The General Advertiser in London published a story in 1747 that was soon picked up by some newspapers in the American colonies. It wrote that a woman named Polly Baker from New England, was being prosecuted for giving birth to an illegitimate child. This was the fifth time she had apparently been guilty of the same offense.
Her defense to the judges had been that she had simply been obedient to the “first and great commandment of nature, and of nature’s God, ‘increase and multiply’” She reasoned how could it be a crime to “add to the number of the King’s subjects in a new country that really wants people?”
She had endured repeated prosecutions for this same “public disgrace.” Polly proposed that she should instead be honored with an honorary statue, and not be punished with a whipping and a fine. The judges were fascinated by her words and acquitted her. The next day one of the judges is said to have actually married her!
Charming, but not true! Some 30 years later Benjamin Franklin admitted he had concocted the whole story, including her 1,100 word speech, which had been included in the English papers. This was Ben’s effort to show how society sometimes unjustly punished women in the name of morality.
To be fair, Franklin had not published the speech in his own paper, the Pennsylvania Gazette.
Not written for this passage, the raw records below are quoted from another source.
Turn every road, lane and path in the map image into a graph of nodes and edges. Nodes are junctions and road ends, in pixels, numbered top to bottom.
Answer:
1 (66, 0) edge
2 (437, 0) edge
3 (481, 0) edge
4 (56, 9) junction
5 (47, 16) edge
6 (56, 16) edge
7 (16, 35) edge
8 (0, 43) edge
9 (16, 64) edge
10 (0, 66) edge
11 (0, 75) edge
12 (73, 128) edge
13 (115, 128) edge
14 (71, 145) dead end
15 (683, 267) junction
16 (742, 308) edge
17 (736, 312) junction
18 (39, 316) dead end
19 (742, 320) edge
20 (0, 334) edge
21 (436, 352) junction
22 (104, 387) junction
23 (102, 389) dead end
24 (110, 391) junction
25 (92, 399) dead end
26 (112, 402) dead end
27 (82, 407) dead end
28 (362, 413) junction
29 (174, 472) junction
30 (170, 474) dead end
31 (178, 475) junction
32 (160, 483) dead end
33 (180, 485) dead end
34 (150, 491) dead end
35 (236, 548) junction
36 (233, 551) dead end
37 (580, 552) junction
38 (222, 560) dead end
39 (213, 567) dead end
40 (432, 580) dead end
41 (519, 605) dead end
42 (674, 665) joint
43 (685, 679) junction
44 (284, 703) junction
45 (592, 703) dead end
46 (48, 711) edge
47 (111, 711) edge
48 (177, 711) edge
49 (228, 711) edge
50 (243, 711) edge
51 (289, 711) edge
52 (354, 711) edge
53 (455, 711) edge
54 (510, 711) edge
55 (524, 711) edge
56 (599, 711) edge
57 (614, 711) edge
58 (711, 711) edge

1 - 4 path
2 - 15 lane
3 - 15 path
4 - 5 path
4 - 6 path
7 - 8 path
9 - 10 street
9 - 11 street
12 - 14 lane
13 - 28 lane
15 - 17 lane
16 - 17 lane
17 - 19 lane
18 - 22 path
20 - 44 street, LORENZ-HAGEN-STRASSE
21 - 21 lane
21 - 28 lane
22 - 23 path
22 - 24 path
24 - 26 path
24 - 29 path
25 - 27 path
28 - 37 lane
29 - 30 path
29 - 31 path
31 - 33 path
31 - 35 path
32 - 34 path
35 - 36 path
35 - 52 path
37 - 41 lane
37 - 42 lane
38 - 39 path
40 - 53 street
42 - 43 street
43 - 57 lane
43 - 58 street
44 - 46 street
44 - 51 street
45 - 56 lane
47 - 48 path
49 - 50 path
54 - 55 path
He had sent the manuscript to London, where it had found its way into that London newspaper. Although any number of writers (including Balzac and Voltaire) repudiated this hoax, “The Speech of Polly Baker” and Benjamin Franklin’s authorship of it, history books published as late as 1917 gave fair treatment to Polly Baker and her story as authentic.
Perhaps it should have been printed under Jefferson’s notation as “possibilities?”